With another dramatic flourish she kicked off of the hovervan’s floor, getting a bit of distance before she tumbled in the air and righted herself.
Mark rushed to the edge of the hovervan right alongside Eliot. They watched Isoko plummet 15 meters to the surface of what had once been a road made of square bricks. She cracked the stone she landed upon. Two wyvern-dogs stalked at her from the shadows, not willing to commit just yet.
Mark made a move. He dropped over the edge of the hovercar, his heart beating with a Union of resiliency and weakness, his eyes focused hard on Isoko and the enemies around her.
Isoko squared up against a wyvern dog and the dog-sized thing screeching loud as it stalked into the sunlight, its scales glinting red and brown as it spread its wings in a threat display. Isoko screamed back at it, “YAAAAA!!!”
The one behind her, 5 meters away, leapt at her, its wings tucked in close, its mouth and claws reaching, grabbing.
Isoko turned around and kicked the thing's face into the ground, pinning it there and then putting all of her weight onto the thing’s head, crunching it into the ground.

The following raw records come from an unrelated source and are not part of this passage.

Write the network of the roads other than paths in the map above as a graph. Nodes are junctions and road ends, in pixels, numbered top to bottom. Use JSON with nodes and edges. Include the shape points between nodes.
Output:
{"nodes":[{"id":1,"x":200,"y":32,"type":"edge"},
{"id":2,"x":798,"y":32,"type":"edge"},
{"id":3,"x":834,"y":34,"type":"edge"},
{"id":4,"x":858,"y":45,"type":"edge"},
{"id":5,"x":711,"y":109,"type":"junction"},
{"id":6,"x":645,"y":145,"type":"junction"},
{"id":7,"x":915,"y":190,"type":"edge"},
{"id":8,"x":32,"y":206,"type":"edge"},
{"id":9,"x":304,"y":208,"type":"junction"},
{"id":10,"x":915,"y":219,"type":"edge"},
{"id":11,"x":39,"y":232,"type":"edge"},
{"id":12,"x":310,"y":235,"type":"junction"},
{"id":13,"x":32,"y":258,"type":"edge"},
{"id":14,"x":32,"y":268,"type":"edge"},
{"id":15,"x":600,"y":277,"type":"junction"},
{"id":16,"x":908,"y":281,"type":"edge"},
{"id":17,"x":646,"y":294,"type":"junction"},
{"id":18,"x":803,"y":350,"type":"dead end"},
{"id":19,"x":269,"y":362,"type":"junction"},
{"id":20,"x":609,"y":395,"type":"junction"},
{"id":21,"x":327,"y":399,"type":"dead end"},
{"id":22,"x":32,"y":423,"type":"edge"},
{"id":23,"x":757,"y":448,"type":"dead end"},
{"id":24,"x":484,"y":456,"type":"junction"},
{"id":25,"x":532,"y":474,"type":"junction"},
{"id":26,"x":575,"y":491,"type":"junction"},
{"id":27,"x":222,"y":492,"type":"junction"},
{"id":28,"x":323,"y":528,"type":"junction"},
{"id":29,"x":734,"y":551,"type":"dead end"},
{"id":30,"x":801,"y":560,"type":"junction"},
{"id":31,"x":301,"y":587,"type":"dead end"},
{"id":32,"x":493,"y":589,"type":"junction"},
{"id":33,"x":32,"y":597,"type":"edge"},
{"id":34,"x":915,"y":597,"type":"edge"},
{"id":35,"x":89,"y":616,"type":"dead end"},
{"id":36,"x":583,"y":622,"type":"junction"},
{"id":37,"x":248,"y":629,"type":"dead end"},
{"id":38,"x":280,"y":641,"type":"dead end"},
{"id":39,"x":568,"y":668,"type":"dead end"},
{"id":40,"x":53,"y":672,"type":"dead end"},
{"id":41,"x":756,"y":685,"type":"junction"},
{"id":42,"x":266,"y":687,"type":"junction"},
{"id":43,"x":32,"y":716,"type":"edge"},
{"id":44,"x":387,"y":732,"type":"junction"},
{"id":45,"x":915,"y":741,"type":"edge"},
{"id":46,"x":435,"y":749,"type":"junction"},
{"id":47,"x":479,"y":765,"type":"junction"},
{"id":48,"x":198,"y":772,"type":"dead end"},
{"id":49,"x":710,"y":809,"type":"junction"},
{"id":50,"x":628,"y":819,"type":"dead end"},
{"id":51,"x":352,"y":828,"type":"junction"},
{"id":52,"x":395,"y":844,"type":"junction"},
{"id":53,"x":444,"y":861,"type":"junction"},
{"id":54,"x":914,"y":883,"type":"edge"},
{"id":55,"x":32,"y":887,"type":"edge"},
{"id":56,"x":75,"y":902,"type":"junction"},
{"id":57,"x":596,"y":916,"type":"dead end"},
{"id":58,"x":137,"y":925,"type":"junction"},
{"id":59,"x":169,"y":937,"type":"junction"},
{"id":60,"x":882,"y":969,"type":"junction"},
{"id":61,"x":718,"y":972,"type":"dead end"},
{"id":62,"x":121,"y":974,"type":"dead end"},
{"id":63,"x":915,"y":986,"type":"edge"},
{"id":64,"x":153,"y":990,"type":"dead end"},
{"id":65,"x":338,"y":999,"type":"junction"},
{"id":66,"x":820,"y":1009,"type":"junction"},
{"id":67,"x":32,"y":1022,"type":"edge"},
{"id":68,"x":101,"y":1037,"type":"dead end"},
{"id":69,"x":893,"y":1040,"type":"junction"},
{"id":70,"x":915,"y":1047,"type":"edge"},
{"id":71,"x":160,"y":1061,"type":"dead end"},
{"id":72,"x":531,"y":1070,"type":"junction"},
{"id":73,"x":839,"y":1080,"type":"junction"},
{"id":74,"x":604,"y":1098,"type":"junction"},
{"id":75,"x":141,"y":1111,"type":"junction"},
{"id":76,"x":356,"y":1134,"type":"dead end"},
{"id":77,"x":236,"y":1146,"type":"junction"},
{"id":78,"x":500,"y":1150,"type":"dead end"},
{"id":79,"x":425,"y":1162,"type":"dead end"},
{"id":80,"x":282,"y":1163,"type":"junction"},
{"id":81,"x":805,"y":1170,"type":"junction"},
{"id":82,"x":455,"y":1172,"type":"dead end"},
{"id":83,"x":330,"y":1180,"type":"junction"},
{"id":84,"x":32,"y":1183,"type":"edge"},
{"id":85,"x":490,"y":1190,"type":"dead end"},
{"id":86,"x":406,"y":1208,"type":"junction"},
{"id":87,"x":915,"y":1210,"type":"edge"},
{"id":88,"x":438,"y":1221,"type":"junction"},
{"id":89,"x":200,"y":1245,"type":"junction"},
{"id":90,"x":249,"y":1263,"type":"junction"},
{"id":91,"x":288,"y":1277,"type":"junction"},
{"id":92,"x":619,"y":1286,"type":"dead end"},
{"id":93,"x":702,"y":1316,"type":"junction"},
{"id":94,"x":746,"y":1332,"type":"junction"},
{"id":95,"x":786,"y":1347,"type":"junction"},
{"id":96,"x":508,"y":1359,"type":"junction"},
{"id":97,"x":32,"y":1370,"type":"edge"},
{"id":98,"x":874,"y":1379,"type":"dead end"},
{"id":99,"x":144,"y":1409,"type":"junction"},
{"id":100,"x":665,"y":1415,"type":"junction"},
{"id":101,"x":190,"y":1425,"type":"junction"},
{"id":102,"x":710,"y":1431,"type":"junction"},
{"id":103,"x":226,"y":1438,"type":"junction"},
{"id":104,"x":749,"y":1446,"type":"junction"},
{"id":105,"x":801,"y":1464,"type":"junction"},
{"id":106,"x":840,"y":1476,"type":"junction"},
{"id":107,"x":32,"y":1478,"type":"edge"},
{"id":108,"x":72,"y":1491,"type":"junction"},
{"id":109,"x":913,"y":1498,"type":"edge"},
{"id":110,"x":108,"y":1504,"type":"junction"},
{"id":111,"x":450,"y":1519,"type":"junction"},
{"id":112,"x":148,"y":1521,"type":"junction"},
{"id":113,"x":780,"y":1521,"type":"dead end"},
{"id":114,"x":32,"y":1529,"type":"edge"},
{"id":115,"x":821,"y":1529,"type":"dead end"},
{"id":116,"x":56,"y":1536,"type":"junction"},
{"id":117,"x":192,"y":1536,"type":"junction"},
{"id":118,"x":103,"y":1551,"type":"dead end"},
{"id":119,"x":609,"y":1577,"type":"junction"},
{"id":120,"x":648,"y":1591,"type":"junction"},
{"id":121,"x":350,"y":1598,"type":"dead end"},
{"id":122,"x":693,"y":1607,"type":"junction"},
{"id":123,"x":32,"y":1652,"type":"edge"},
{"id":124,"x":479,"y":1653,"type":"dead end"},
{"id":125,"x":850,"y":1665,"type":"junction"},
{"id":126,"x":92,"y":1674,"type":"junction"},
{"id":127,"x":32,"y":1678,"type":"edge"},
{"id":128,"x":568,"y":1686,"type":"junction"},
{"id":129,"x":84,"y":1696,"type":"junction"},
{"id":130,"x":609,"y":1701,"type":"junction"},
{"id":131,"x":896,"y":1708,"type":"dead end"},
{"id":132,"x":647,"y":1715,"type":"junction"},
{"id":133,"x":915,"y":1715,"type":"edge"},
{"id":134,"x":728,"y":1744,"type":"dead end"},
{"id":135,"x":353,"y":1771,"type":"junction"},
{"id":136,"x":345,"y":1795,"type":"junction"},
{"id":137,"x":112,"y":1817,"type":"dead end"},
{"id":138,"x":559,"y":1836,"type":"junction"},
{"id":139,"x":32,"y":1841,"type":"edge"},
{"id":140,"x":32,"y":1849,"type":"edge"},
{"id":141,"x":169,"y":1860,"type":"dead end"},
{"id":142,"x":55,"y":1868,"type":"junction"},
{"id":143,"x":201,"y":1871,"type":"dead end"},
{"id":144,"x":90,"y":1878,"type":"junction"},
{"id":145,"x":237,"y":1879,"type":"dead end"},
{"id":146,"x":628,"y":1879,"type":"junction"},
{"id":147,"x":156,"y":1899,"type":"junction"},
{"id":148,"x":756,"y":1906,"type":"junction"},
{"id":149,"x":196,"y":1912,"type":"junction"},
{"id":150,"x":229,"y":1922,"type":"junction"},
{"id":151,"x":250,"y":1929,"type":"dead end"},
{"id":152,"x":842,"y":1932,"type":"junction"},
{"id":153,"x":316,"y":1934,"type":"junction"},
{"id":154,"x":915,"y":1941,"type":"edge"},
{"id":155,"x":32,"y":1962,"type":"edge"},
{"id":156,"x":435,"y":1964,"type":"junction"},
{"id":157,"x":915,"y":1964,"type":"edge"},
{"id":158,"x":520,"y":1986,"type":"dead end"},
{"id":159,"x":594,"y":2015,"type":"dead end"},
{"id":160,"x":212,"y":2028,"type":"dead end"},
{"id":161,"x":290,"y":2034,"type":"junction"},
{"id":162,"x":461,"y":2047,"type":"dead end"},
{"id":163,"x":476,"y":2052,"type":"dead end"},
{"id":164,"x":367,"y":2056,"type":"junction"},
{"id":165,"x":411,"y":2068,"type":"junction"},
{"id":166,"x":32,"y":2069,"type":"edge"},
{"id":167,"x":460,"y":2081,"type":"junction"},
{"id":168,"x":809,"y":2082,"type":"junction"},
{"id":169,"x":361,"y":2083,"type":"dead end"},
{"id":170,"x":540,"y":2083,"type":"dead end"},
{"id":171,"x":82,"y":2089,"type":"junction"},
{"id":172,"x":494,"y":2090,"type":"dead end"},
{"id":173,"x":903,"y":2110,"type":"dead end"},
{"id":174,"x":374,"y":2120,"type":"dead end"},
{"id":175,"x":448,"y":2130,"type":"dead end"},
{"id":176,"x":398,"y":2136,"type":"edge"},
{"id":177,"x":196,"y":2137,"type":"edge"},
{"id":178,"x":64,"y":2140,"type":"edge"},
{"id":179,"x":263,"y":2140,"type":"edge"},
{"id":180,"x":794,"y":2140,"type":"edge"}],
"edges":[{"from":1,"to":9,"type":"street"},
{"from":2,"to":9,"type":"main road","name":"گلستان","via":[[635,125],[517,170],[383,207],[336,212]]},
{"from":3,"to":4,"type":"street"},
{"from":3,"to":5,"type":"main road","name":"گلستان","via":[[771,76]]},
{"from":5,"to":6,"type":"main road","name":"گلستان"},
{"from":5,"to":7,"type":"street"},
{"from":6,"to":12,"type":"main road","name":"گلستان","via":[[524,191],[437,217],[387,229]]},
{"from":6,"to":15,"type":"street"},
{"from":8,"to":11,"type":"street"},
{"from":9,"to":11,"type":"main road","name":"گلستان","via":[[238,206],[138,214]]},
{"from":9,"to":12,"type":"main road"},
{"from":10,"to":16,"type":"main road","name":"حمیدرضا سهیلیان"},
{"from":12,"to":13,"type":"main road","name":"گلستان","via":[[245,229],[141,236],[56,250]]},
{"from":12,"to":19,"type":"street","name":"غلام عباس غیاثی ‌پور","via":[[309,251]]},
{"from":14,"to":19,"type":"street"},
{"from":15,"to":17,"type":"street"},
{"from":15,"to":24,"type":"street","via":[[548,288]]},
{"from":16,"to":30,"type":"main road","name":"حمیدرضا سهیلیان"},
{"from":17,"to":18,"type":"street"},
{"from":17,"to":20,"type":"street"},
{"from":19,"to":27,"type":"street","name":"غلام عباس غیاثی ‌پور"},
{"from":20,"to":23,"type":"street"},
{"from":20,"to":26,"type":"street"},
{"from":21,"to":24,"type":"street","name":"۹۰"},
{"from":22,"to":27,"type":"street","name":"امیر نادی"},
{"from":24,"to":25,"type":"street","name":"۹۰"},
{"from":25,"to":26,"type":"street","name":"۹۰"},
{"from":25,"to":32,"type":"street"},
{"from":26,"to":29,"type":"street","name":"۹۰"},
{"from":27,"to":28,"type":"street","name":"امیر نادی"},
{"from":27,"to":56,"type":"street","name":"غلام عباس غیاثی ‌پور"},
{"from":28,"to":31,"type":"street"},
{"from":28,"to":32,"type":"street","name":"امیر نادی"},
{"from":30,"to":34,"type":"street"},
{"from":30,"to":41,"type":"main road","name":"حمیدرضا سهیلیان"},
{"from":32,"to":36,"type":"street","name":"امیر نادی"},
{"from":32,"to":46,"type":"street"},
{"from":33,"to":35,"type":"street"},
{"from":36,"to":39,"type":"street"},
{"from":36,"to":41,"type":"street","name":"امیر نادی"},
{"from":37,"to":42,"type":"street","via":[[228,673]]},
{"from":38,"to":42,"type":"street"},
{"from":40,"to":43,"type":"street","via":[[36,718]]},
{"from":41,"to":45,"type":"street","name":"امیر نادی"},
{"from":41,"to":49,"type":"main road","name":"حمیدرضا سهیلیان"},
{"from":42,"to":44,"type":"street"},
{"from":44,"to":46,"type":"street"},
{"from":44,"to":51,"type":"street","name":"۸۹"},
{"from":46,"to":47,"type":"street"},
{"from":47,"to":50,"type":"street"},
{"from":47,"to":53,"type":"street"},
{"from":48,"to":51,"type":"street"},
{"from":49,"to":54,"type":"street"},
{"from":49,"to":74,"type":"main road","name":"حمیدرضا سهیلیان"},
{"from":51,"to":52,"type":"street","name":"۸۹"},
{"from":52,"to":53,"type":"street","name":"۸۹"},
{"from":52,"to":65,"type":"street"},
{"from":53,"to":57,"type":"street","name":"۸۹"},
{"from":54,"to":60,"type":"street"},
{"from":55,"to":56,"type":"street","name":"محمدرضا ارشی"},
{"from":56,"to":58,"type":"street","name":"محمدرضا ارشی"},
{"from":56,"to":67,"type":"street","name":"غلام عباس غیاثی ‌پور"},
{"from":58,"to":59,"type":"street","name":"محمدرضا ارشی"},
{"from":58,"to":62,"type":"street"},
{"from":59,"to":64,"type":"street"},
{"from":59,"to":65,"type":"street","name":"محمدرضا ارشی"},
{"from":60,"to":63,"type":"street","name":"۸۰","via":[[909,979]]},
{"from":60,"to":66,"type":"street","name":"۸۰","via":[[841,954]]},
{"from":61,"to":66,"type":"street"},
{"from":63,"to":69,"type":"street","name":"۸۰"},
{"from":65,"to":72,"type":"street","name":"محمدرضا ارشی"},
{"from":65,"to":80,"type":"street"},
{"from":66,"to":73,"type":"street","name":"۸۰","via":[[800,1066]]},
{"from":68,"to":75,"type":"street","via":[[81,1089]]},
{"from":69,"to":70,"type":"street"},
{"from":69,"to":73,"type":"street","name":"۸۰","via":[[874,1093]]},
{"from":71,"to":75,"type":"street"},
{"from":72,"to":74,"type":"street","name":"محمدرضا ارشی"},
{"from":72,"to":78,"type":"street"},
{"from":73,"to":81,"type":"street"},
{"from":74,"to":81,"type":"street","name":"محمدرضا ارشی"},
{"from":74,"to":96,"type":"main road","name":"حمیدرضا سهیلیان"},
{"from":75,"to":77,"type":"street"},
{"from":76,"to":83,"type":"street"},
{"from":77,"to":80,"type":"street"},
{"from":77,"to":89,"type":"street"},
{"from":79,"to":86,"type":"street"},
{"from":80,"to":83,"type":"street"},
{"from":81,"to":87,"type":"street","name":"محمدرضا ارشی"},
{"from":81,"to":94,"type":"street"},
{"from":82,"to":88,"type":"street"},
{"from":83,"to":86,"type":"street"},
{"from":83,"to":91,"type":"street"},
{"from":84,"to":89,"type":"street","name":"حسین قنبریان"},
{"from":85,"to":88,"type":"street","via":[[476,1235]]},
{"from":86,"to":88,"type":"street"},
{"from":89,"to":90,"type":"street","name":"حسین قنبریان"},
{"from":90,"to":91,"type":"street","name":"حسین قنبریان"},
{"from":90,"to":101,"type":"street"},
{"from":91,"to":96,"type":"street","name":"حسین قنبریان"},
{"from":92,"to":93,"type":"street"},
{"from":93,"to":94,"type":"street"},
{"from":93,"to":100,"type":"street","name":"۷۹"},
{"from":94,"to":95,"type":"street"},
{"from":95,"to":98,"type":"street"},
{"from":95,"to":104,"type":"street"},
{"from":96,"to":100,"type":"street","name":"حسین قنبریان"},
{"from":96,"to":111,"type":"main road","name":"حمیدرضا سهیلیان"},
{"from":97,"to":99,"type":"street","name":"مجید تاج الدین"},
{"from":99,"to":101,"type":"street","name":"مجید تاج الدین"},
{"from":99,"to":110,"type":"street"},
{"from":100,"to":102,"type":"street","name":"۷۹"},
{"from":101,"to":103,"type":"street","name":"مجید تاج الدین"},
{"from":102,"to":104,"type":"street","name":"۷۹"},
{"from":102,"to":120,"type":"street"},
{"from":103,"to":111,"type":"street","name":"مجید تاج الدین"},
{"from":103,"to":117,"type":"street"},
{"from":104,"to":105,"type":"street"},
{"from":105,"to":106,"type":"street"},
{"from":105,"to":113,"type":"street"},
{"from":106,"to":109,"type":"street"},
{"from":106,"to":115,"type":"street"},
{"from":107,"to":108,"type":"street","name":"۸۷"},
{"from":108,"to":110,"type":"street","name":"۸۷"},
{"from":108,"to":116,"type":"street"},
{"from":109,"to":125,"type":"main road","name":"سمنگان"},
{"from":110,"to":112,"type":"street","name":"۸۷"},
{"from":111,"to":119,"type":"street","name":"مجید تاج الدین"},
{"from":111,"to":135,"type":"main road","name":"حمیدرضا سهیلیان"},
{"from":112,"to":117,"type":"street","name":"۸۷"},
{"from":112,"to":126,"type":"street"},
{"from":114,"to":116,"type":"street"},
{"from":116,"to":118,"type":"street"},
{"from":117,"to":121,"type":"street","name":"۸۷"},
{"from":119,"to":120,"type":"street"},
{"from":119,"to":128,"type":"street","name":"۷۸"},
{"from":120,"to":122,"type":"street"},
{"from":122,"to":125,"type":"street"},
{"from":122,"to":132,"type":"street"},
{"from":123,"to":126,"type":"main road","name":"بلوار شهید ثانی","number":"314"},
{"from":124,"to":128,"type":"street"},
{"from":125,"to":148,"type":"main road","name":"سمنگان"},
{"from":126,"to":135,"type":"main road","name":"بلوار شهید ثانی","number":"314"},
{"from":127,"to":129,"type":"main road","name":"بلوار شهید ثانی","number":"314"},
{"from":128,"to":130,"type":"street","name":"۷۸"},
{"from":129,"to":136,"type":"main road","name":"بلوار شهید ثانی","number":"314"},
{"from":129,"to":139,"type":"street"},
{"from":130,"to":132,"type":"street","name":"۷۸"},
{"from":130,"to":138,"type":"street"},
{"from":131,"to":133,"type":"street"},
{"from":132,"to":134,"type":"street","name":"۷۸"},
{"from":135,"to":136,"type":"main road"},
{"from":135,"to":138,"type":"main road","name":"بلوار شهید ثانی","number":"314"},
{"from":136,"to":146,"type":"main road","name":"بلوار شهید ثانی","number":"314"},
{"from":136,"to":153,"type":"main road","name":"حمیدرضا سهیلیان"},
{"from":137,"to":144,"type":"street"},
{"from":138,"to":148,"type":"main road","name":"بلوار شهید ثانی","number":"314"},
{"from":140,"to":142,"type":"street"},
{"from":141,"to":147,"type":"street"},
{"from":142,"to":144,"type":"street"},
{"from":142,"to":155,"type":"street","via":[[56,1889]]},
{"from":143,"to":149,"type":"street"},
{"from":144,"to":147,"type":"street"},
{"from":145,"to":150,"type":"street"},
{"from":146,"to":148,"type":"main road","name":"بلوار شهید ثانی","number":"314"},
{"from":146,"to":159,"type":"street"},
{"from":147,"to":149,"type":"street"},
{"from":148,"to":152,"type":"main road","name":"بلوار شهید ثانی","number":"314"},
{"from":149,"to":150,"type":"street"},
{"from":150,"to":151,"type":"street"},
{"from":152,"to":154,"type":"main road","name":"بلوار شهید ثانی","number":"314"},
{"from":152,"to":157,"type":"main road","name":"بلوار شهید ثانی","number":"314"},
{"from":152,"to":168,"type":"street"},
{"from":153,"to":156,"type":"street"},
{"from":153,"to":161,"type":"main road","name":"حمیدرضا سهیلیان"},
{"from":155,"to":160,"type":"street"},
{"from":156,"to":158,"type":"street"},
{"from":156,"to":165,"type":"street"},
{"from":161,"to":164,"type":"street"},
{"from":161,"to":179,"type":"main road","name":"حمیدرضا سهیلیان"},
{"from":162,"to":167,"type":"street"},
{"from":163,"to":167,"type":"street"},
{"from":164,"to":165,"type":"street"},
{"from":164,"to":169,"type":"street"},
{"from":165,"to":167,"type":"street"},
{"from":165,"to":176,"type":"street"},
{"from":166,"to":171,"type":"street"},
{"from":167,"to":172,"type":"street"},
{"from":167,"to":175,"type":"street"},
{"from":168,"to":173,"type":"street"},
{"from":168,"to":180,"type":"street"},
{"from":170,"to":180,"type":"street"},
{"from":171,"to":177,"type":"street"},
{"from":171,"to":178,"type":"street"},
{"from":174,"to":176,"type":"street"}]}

She was 650 pounds on a 140 pound body, so she could just do that. Mark smiled, and then he breathed out weakness, focusing on the wyvern with the threat display that was about to pounce on Isoko’s now-turned back.
Mark landed on the ground, his body stressed a bit from the heavy drop, but he was running a Union of resiliency and he landed on two legs, the shock absorbed and shunted away by his Power. He was still breathing out weakness, along with his heart beating out the same, all of it leaving Mark and Isoko and going into the wyvern dog.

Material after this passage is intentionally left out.